中文摘要：

三螺旋 DNA 的形成可用于基因的定点诱变和定点切割，也可用于调控基因的表达。因此，三螺旋DNA及其与蛋白质(酶)相互作用的研究为一些基因突变引起的疾病的诊断和治疗提供新的方法和手段，为进一步从基因水平上进行治疗提供理论依据. 本项目拟将特定序列的寡聚脱氧核糖核苷酸通过巯基修饰到金纳米粒子上，利用三螺旋 DNA中C对GC的识别和T对 AT的识别建立双螺旋 DNA的无损识别分析方法.进一步研究三螺旋形成时的方向是由哪些因素决定和影响的，以及如何影响的.从而解决关于三螺旋方向性的悬而未决的问题.将蛋白质（如三螺旋DNA结合蛋白，双螺旋DNA结合蛋白）在三螺旋形成前加入，研究相应的蛋白质对三螺旋DNA的稳定性影响，建立相应蛋白质的纳米光学传感器;或者将蛋白质（如DNA切割酶）在三螺旋形成后加入，研究三螺旋DNA对其功能的影响，从而建立研究三螺旋与蛋白质(酶)相互作用的可视化方法。

结论摘要：

建立Pb2+，Cu2+，Hg2+和 Ag+ 的光学传感器。将巯基修饰的寡聚脱氧核糖核苷酸自组装在金纳米粒子的表面，将其与DNAzyme中的substrate链的延长部分杂交，形成聚集体。利用Pb2+对DNAzyme的切割性能建立铅离子的动态光散射传感器。 也可以利用DNAzyme被Pb2+，Cu2+切割前后在金纳米粒子表面的吸附能力的差异建立Pb2+和Cu2+的动态光散射传感器。利用单链和双链DNA在金纳米粒子表面吸附能力的差异以及Hg2+对T-T错配的特异性识别能力，建立了Hg2+的动态光散射传感器；利用Ag+对C-C错配的特异性识别能力，建立了Ag+的共振光散射传感器。 建立双螺旋DNA的序列识别分析方法。将巯基修饰的寡聚脱氧核糖核苷酸自组装在金纳米粒子的表面，利用三螺旋DNA的形成原理 建立双螺旋DNA的动态光散射序列识别分析方法，检出限为693 fM。 利用单链和三链DNA在石墨烯氧化物表面吸附能力的差异和石墨烯氧化物的荧光猝灭能力，建立双螺旋DNA序列识别的荧光分析方法，方法的检出限为14.3nM. 建立了葡萄糖，胆固醇和尿酸的光学传感器。

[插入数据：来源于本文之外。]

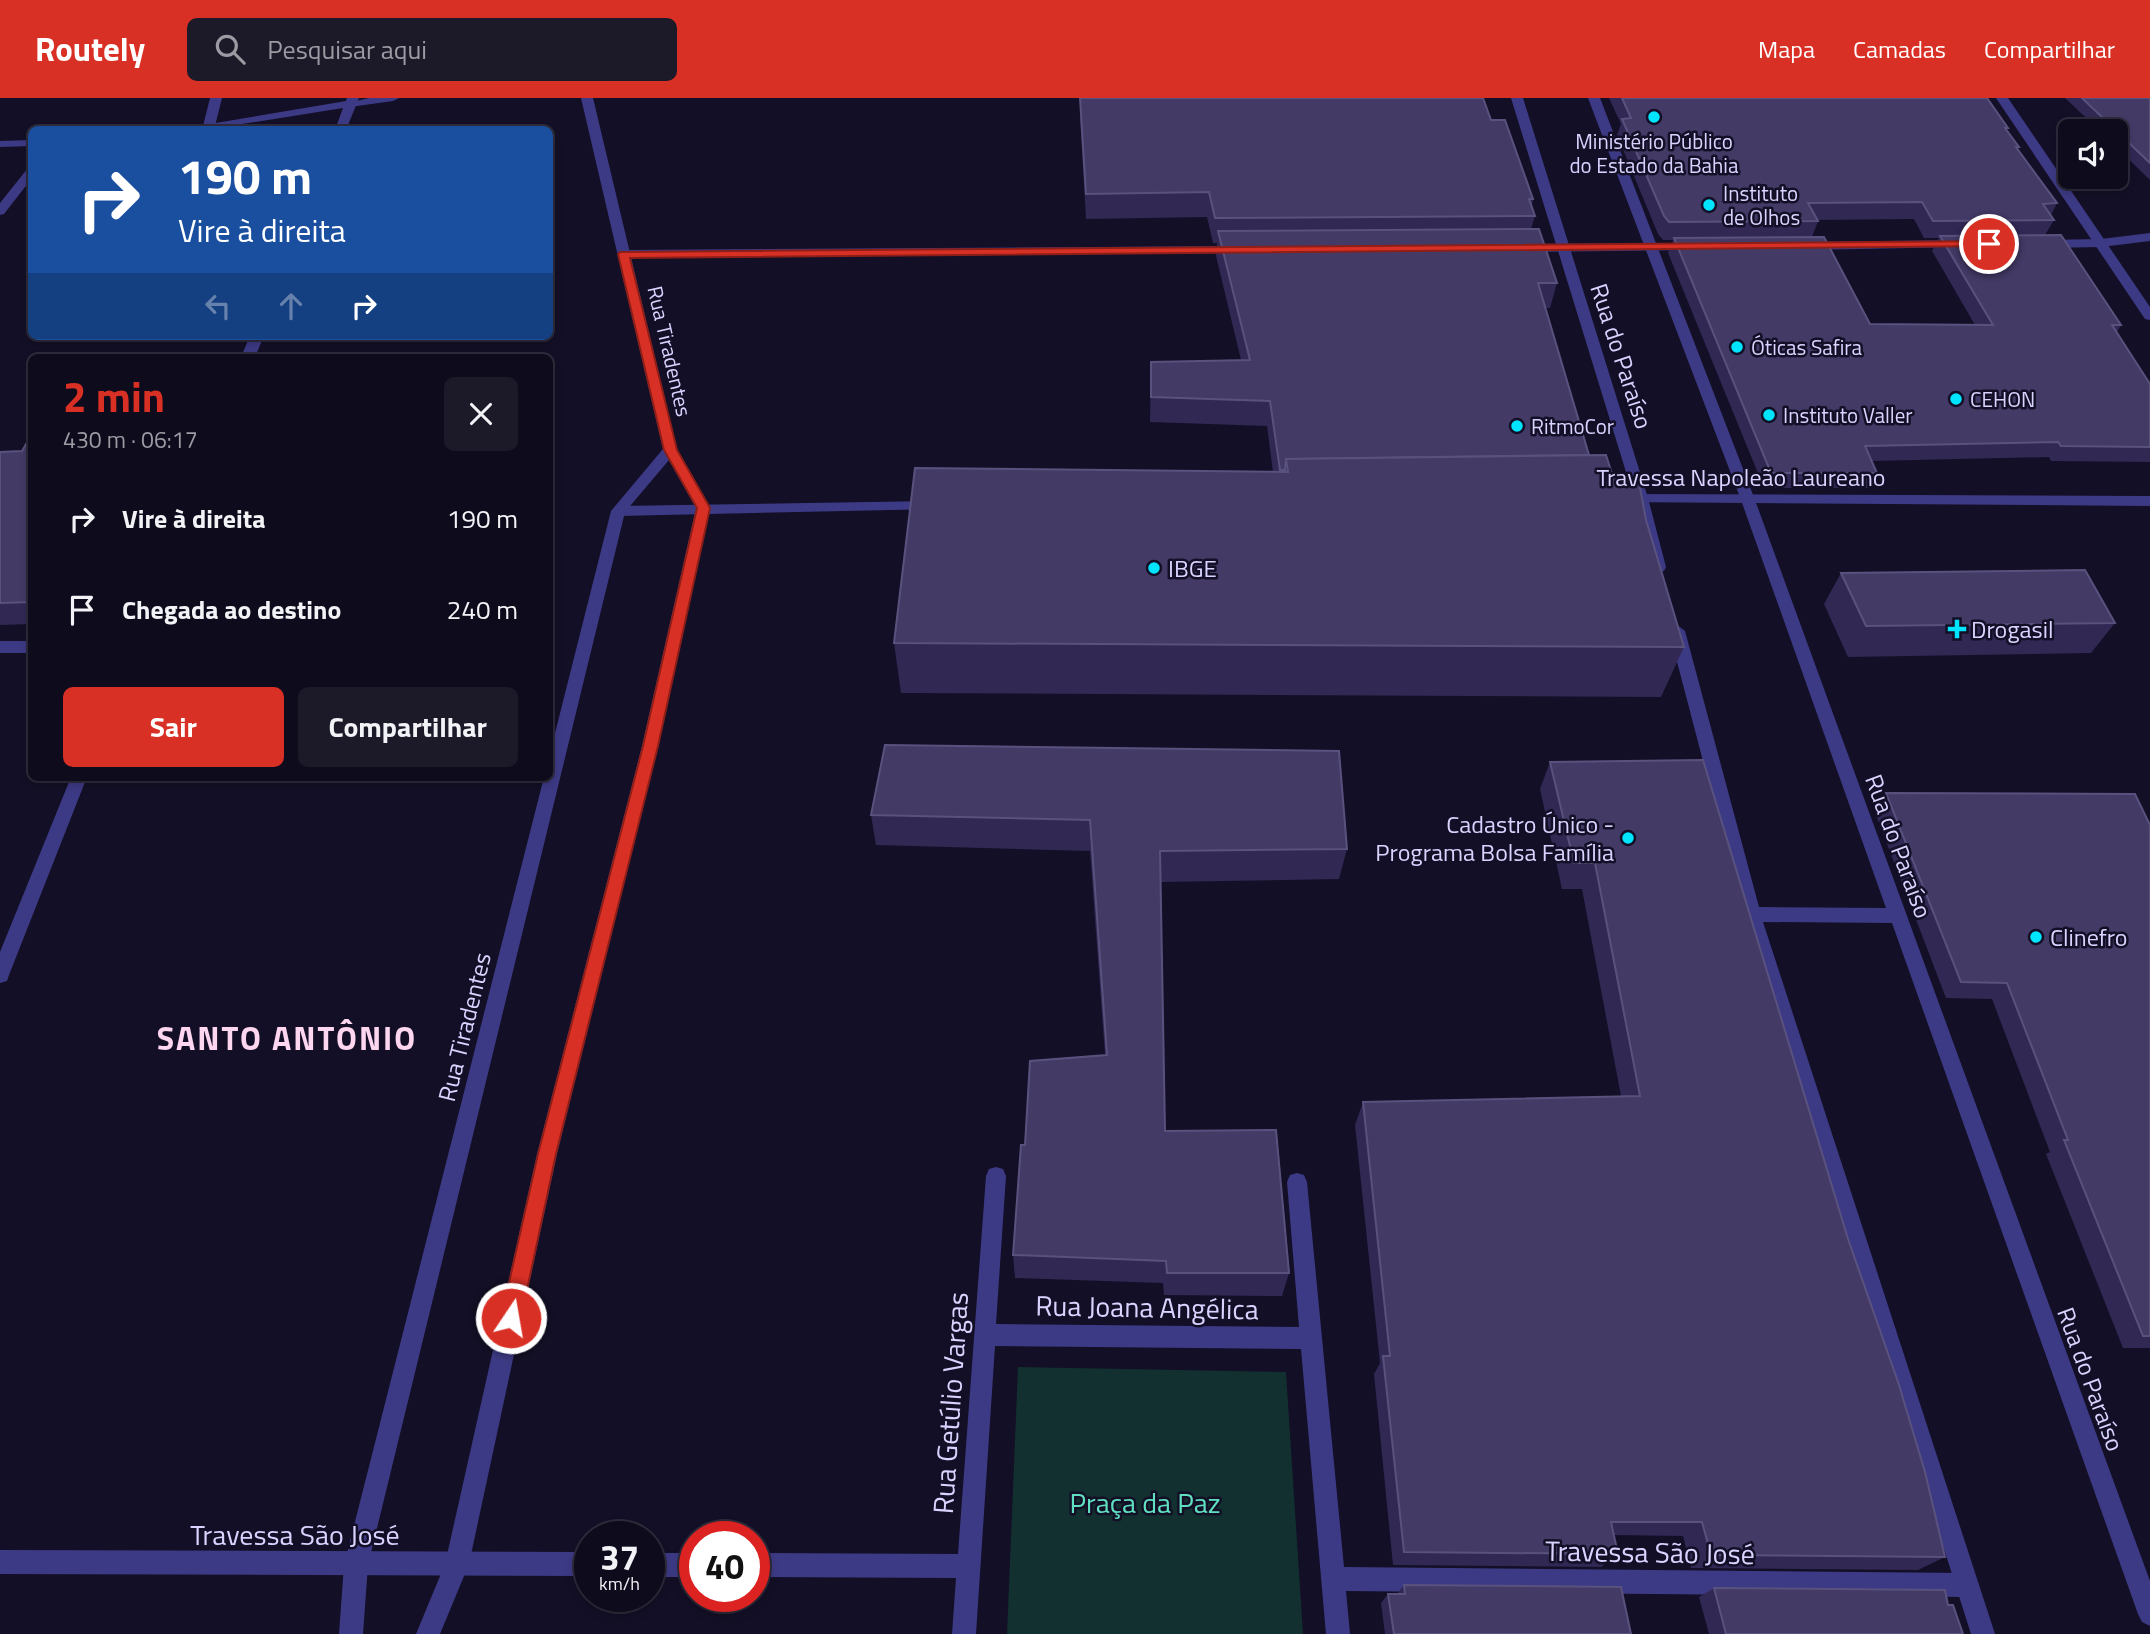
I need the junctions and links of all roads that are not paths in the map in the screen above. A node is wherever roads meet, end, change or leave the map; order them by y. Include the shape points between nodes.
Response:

我们通过两条DNA链分别修饰在不同的金纳米粒子上，利用Fenton反应对目标DNA的切割性能建立葡萄糖的动态光散射传感器；以Ru(bipy)2dppx2+ 为发光探针建立H2O2，尿酸和胆固醇的荧光传感器。利用 G-四链体-氯化血红素DNA酶可以催化过氧化氢和无色的ABTS2-的反应生成水和绿色自由基ABTS？-，建立一种比色法检测胆固醇的新方法。 在SCI收录刊物上发表论文12篇，其中Chem. Commun. 上1篇，Chemistry - A European Journal上1篇, Biosensor and Bioelectronics上1篇, Analyst 上4篇，Analytica Chimica Acta上1篇，Talanta 上1篇和Analytical Biochemistry上1篇。